Once you pass Vega del Valcarce, you're at the foot of O Cebreiro.
It's all uphill. Very uphill. You go up a series of switchbacks, and each turn leads to a section that seems to be steeper than the section that preceded it. I had to tack up the steepest sections, and pushing as hard as I could, I could only manage 3-4.8 miles an hour. I remember two things in particular. One, there were lot of flies. I actually sucked one into my mouth (I was panting a lot) and spat it out. Two, it was so steep that with the weight of my luggage over the rear wheel, my bike would do little wheelies every time I pushed on the pedal. The worst part of the climb comes at a corner where someone has painted 6km on the road. (As in 6km to go.) It was so steep that I had a momentary "I give up" episode, got off the bike, and started to push it up the hill on foot. After about 50 feet, I realized that getting to the top would take forever. So I got back on, and kept tacking up the road. I could see a couple of buildings across the valley, and was inspired by the thought that the climb was nearly over. It turned out that the buildings were about 2 km short of the summit. This was pretty disheartening. There were some walkers taking a rest, and they all urged me on. Finally I made it to the top. Oscar, Luisa, (who had started earlier than I), and Nuria and Ivan (who hadn't) were already there.
Don't let this discourage you from doing the pilgrimage. Everyone I met made it to Santiago. So you can probably do it, too.
But as I learned on my trip, every climb eventually goes down. (And, conversely, no downhill comes without a climb at some point in the future.) Once you leave the top of O Cebreiro, you get to enjoy a brief descent. I passed the Refugio whose webcam (www.crtvg.es) I had checked out many times. I waved at the cam as I coasted by. Shortly thereafter, there's another climb to the summit of El Poyo (1557 meters), but it's nothing compared to Cebreiro. We stopped for lunch at the top.
Past El Poyo, there's a glorious 11km descent to Samos. I hit nearly 50 mph on the way down.
At Samos, the road heads uphill again. It's not steep, just a long slog. We stopped for Sellos.
At O Cebreiro, you pass into the province of Galicia. It's very lush and green. From what I understand, the moisture-laden air from the Atlantic stays west of the mountains I had just crossed.

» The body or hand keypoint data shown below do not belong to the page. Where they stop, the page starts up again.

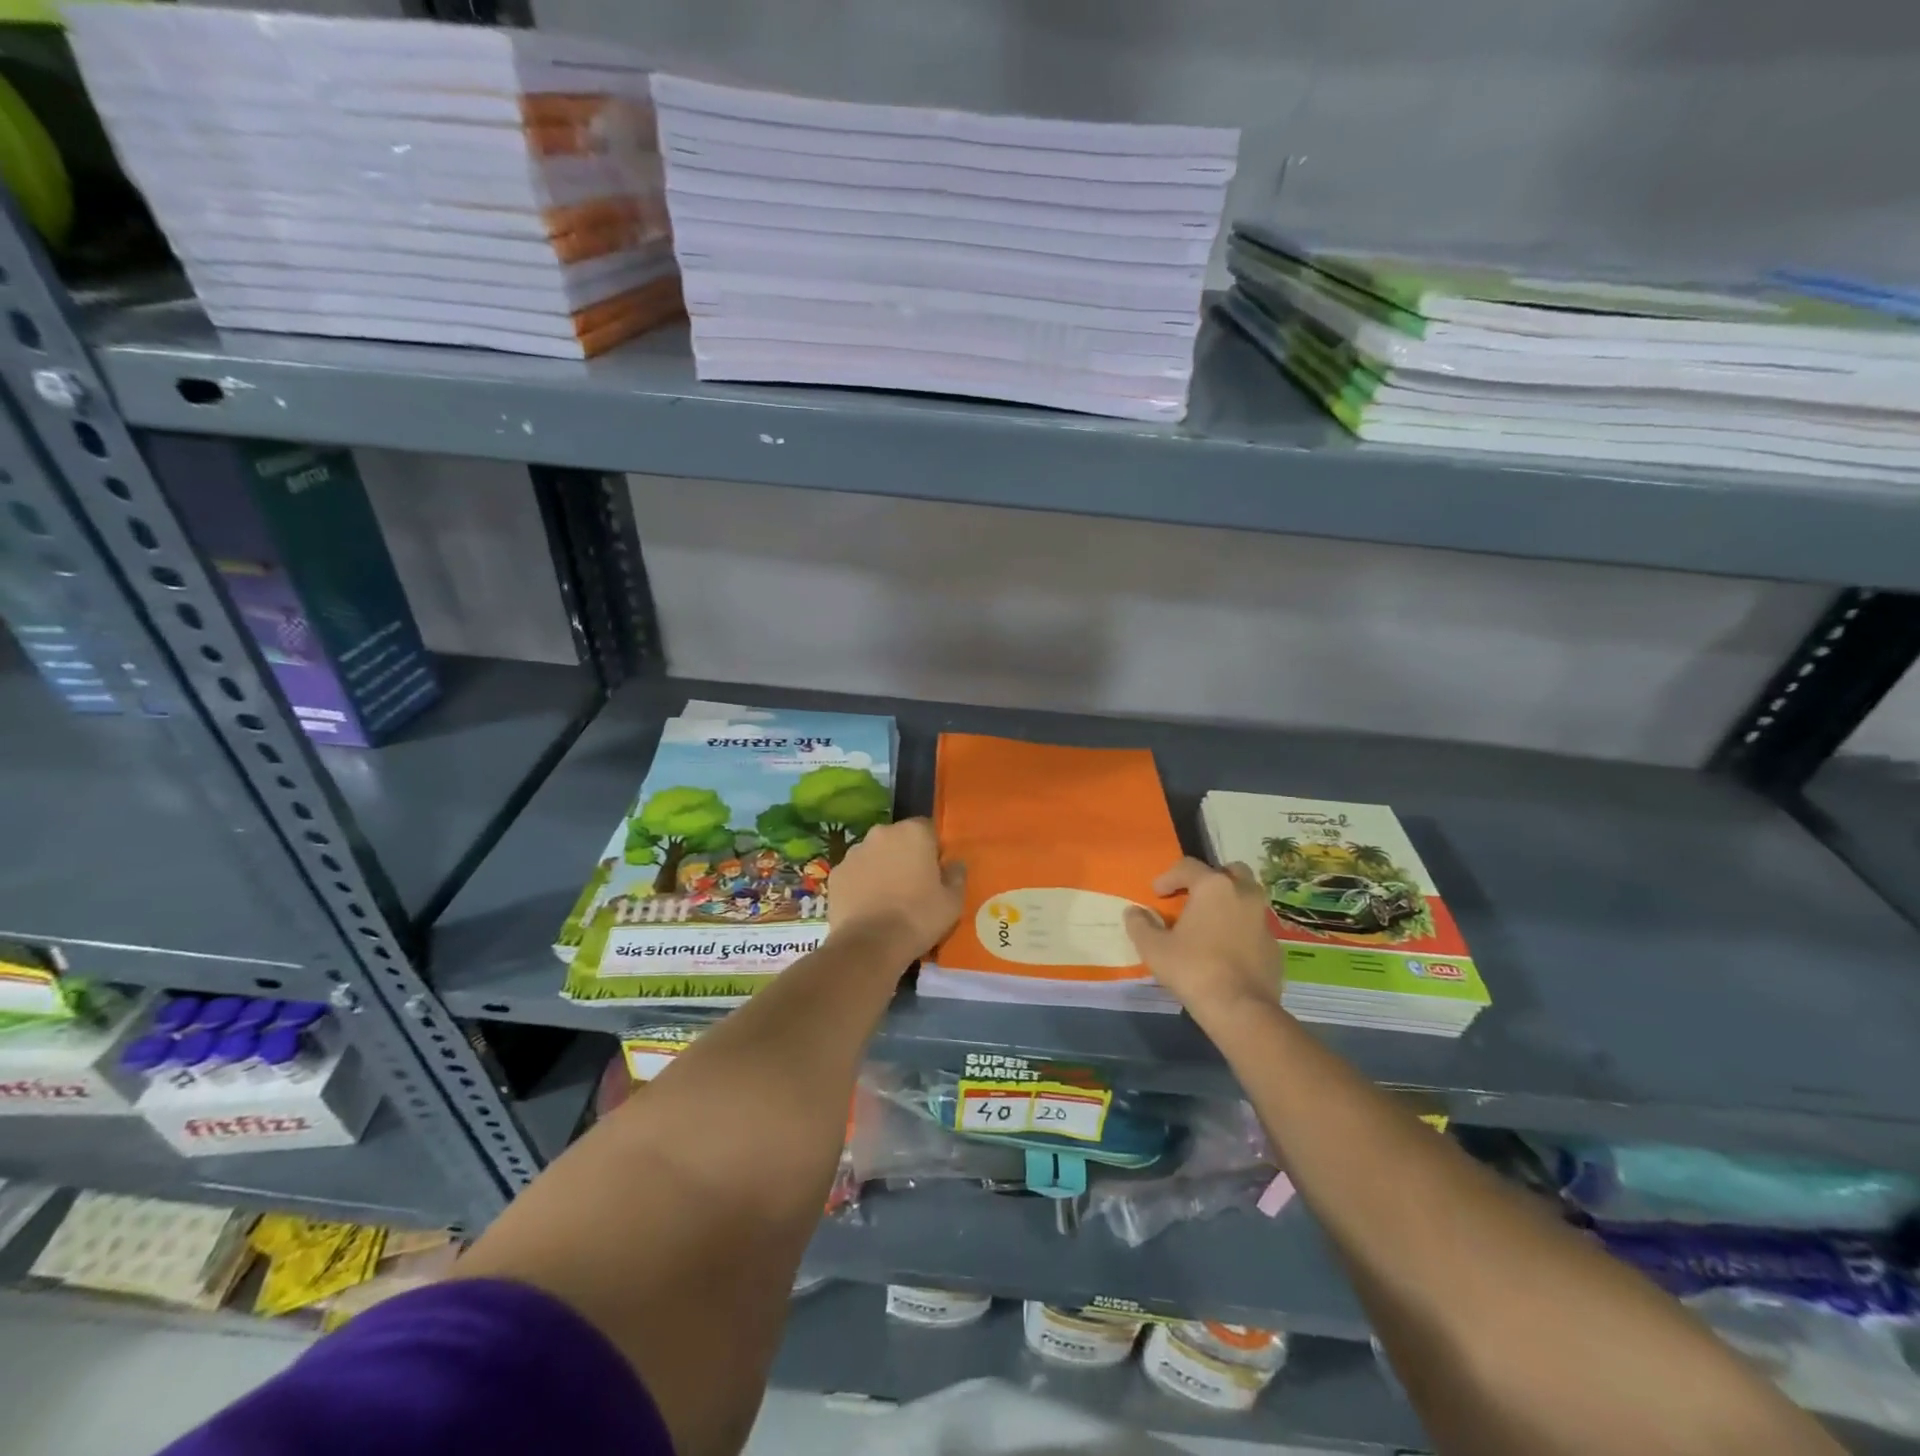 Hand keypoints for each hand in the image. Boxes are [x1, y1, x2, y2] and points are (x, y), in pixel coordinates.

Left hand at [828, 818, 965, 961]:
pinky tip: (867, 907)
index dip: (932, 850)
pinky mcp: (835, 874)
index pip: (927, 829)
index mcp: (913, 833)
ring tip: (887, 898)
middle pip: (898, 839)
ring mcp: (854, 852)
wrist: (869, 945)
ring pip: (874, 854)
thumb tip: (955, 863)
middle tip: (912, 885)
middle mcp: (881, 833)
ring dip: (881, 867)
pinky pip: (855, 873)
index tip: (935, 872)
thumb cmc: (918, 917)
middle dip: (905, 855)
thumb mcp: (953, 901)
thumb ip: (957, 875)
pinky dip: (860, 883)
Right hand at [1125, 858, 1282, 1020]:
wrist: (1240, 1009)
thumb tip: (1134, 912)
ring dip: (1229, 902)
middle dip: (1209, 879)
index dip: (1168, 877)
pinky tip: (1226, 950)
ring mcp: (1263, 920)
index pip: (1188, 867)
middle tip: (1192, 898)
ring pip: (1247, 898)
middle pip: (1229, 872)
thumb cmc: (1193, 969)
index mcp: (1214, 887)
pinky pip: (1254, 927)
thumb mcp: (1153, 948)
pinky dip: (1240, 929)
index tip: (1157, 895)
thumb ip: (1140, 924)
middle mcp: (1244, 894)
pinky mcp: (1275, 946)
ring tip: (1210, 923) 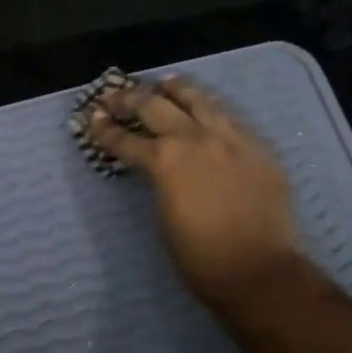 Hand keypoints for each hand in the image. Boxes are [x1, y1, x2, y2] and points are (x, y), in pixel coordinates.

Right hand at [88, 77, 303, 311]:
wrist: (258, 269)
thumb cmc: (199, 256)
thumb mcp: (164, 215)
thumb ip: (159, 181)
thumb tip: (158, 168)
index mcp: (165, 161)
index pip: (126, 139)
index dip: (105, 130)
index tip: (92, 118)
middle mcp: (195, 139)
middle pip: (156, 107)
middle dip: (130, 100)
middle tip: (115, 96)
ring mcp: (231, 138)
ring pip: (200, 100)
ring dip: (177, 90)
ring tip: (166, 83)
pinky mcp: (259, 147)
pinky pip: (231, 118)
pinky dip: (212, 110)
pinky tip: (208, 110)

From Samos to Sarria is constantly uphill. Galicia's hills aren't rolling. They're more abrupt up and down, and you can always tell when a hill is coming, as you'll see a road sign announcing an additional lane for passing, so cars can get around slower-moving trucks. You learn to dread seeing one of those signs.
We stopped for Sellos in Sarria. At some point, collecting Sellos becomes like the license plate game my son plays when we're on a road trip. You want to get them all. The climb to the Refugio in Sarria is very steep. I jokingly accused the Refugio keepers of trying to kill off pilgrims.
At Paradela, there was a climb into town, then a flat bit, then a downhill run into Portomarin, except for the last bit, a climb into the city proper.
Portomarin is a city that used to be somewhere else. A dam was contructed that would submerge the old town, so they started over again on a nearby hill. However, before the flood, they moved their 12th Century church, San Nicolas. They numbered every stone, disassembled it, and re-assembled it in the new location. You can still see the numbers on the stones.
My hotel (the Pousada de Portomarin) was nice, and they let me keep my bike locked up in a garage.
It was a long, memorable day on the bike.
9:45 total time. 6:17 on bike. 101.5 km.